Print each entry exactly, all the way through.

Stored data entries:
_ _ _ _ _
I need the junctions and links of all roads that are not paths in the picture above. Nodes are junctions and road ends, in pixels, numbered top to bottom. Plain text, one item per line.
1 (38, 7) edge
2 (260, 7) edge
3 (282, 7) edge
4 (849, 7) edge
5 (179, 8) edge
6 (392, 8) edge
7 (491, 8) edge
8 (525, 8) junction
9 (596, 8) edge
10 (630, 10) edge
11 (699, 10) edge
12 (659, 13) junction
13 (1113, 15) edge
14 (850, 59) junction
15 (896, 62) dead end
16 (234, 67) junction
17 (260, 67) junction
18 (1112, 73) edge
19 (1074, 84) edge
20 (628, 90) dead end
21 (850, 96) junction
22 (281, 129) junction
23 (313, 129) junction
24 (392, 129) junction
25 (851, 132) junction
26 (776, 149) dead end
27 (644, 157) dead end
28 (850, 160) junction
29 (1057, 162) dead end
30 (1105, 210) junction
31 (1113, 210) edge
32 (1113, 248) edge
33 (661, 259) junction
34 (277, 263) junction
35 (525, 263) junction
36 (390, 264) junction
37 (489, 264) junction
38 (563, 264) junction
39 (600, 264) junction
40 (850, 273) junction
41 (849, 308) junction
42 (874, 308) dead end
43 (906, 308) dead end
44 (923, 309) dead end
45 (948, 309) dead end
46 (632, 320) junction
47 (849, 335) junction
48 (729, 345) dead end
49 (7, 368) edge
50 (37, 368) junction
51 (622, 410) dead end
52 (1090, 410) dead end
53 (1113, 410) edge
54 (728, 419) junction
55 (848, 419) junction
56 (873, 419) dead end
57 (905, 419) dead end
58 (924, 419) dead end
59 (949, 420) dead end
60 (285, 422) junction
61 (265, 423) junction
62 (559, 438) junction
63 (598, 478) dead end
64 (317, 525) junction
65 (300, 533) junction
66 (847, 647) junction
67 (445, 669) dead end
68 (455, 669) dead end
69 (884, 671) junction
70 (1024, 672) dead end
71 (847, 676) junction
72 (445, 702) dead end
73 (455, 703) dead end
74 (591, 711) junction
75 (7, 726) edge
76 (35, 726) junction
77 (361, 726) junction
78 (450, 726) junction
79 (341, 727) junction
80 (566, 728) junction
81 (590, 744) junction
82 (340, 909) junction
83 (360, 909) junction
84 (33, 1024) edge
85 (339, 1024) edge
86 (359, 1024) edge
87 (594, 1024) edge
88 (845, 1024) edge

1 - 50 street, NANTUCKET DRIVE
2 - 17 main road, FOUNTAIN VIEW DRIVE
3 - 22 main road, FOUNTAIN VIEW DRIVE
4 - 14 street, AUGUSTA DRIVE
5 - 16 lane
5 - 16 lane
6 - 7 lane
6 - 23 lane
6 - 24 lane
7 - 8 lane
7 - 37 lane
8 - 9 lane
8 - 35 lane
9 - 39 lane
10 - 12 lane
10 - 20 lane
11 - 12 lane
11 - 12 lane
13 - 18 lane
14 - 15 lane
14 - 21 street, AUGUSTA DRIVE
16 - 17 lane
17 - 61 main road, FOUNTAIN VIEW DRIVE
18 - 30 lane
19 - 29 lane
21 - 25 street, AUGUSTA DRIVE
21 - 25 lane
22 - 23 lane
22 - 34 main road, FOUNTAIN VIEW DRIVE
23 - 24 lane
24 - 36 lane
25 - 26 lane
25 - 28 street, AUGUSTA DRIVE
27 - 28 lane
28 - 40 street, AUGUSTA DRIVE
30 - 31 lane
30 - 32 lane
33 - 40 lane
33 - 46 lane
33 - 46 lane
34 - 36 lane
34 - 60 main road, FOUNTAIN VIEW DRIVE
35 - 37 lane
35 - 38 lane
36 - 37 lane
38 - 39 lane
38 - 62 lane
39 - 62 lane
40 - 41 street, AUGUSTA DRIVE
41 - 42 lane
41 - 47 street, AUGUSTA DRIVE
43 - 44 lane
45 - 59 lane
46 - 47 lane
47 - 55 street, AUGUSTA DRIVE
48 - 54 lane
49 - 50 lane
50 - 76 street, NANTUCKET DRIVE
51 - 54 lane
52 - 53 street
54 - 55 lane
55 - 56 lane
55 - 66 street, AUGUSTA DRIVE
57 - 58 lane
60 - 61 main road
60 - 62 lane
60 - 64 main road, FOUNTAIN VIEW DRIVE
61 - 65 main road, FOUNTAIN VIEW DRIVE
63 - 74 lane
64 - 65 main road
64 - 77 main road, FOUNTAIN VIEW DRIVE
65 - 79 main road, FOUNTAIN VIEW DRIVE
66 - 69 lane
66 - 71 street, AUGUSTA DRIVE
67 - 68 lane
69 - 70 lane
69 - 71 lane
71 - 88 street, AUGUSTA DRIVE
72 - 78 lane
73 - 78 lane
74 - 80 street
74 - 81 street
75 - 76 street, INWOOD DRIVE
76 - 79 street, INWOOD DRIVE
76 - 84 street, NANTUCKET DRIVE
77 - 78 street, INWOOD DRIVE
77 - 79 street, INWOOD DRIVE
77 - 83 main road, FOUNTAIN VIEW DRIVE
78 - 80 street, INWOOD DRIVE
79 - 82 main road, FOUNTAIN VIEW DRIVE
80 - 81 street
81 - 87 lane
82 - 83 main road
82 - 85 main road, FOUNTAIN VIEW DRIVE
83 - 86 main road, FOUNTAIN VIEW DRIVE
_ _ _ _ _
> Task output
I need the junctions and links of all roads that are not paths in the picture above. Nodes are junctions and road ends, in pixels, numbered top to bottom. Plain text, one item per line.
1 (38, 7) edge
2 (260, 7) edge
3 (282, 7) edge
4 (849, 7) edge
5 (179, 8) edge
6 (392, 8) edge
7 (491, 8) edge
8 (525, 8) junction
9 (596, 8) edge
10 (630, 10) edge
11 (699, 10) edge
12 (659, 13) junction
13 (1113, 15) edge
14 (850, 59) junction
15 (896, 62) dead end
16 (234, 67) junction
17 (260, 67) junction
18 (1112, 73) edge
19 (1074, 84) edge
20 (628, 90) dead end
21 (850, 96) junction
22 (281, 129) junction
23 (313, 129) junction
24 (392, 129) junction
25 (851, 132) junction
26 (776, 149) dead end
27 (644, 157) dead end
28 (850, 160) junction
29 (1057, 162) dead end
30 (1105, 210) junction
31 (1113, 210) edge
32 (1113, 248) edge
33 (661, 259) junction
34 (277, 263) junction
35 (525, 263) junction
36 (390, 264) junction
37 (489, 264) junction
38 (563, 264) junction
39 (600, 264) junction
40 (850, 273) junction
41 (849, 308) junction
42 (874, 308) dead end
43 (906, 308) dead end
44 (923, 309) dead end
45 (948, 309) dead end
46 (632, 320) junction
47 (849, 335) junction
48 (729, 345) dead end
49 (7, 368) edge
50 (37, 368) junction
51 (622, 410) dead end
52 (1090, 410) dead end
53 (1113, 410) edge
54 (728, 419) junction
55 (848, 419) junction
56 (873, 419) dead end
57 (905, 419) dead end
58 (924, 419) dead end
59 (949, 420) dead end
60 (285, 422) junction
61 (265, 423) junction
62 (559, 438) junction
63 (598, 478) dead end
64 (317, 525) junction
65 (300, 533) junction
66 (847, 647) junction
67 (445, 669) dead end
68 (455, 669) dead end
69 (884, 671) junction
70 (1024, 672) dead end
71 (847, 676) junction
72 (445, 702) dead end
73 (455, 703) dead end
74 (591, 711) junction
75 (7, 726) edge
76 (35, 726) junction
77 (361, 726) junction
78 (450, 726) junction
79 (341, 727) junction
80 (566, 728) junction
81 (590, 744) junction
82 (340, 909) junction
83 (360, 909) junction
84 (33, 1024) edge
85 (339, 1024) edge
86 (359, 1024) edge
87 (594, 1024) edge
88 (845, 1024) edge

1 - 50 street, NANTUCKET DRIVE
2 - 17 main road, FOUNTAIN VIEW DRIVE
3 - 22 main road, FOUNTAIN VIEW DRIVE
4 - 14 street, AUGUSTA DRIVE
5 - 16 lane
5 - 16 lane
6 - 7 lane
6 - 23 lane
6 - 24 lane
7 - 8 lane
7 - 37 lane
8 - 9 lane
8 - 35 lane
9 - 39 lane
10 - 12 lane
10 - 20 lane
11 - 12 lane
11 - 12 lane
13 - 18 lane
14 - 15 lane
14 - 21 street, AUGUSTA DRIVE
16 - 17 lane
17 - 61 main road, FOUNTAIN VIEW DRIVE
18 - 30 lane
19 - 29 lane
21 - 25 street, AUGUSTA DRIVE
21 - 25 lane
22 - 23 lane
22 - 34 main road, FOUNTAIN VIEW DRIVE
23 - 24 lane
24 - 36 lane
25 - 26 lane
25 - 28 street, AUGUSTA DRIVE
27 - 28 lane
28 - 40 street, AUGUSTA DRIVE
30 - 31 lane
30 - 32 lane
33 - 40 lane
33 - 46 lane
33 - 46 lane
34 - 36 lane
34 - 60 main road, FOUNTAIN VIEW DRIVE
35 - 37 lane
35 - 38 lane
36 - 37 lane
38 - 39 lane
38 - 62 lane
39 - 62 lane
40 - 41 street, AUGUSTA DRIVE
41 - 42 lane
41 - 47 street, AUGUSTA DRIVE
43 - 44 lane
45 - 59 lane
46 - 47 lane
47 - 55 street, AUGUSTA DRIVE
48 - 54 lane
49 - 50 lane
50 - 76 street, NANTUCKET DRIVE
51 - 54 lane
52 - 53 street
54 - 55 lane
55 - 56 lane
55 - 66 street, AUGUSTA DRIVE
57 - 58 lane
60 - 61 main road
60 - 62 lane
60 - 64 main road, FOUNTAIN VIEW DRIVE
61 - 65 main road, FOUNTAIN VIEW DRIVE
63 - 74 lane
64 - 65 main road
64 - 77 main road, FOUNTAIN VIEW DRIVE
65 - 79 main road, FOUNTAIN VIEW DRIVE
66 - 69 lane
66 - 71 street, AUGUSTA DRIVE
67 - 68 lane
69 - 70 lane
69 - 71 lane
71 - 88 street, AUGUSTA DRIVE
72 - 78 lane
73 - 78 lane
74 - 80 street
74 - 81 street
75 - 76 street, INWOOD DRIVE
76 - 79 street, INWOOD DRIVE
76 - 84 street, NANTUCKET DRIVE
77 - 78 street, INWOOD DRIVE
77 - 79 street, INWOOD DRIVE
77 - 83 main road, FOUNTAIN VIEW DRIVE
78 - 80 street, INWOOD DRIVE
79 - 82 main road, FOUNTAIN VIEW DRIVE
80 - 81 street
81 - 87 lane
82 - 83 main road
82 - 85 main road, FOUNTAIN VIEW DRIVE
83 - 86 main road, FOUNTAIN VIEW DRIVE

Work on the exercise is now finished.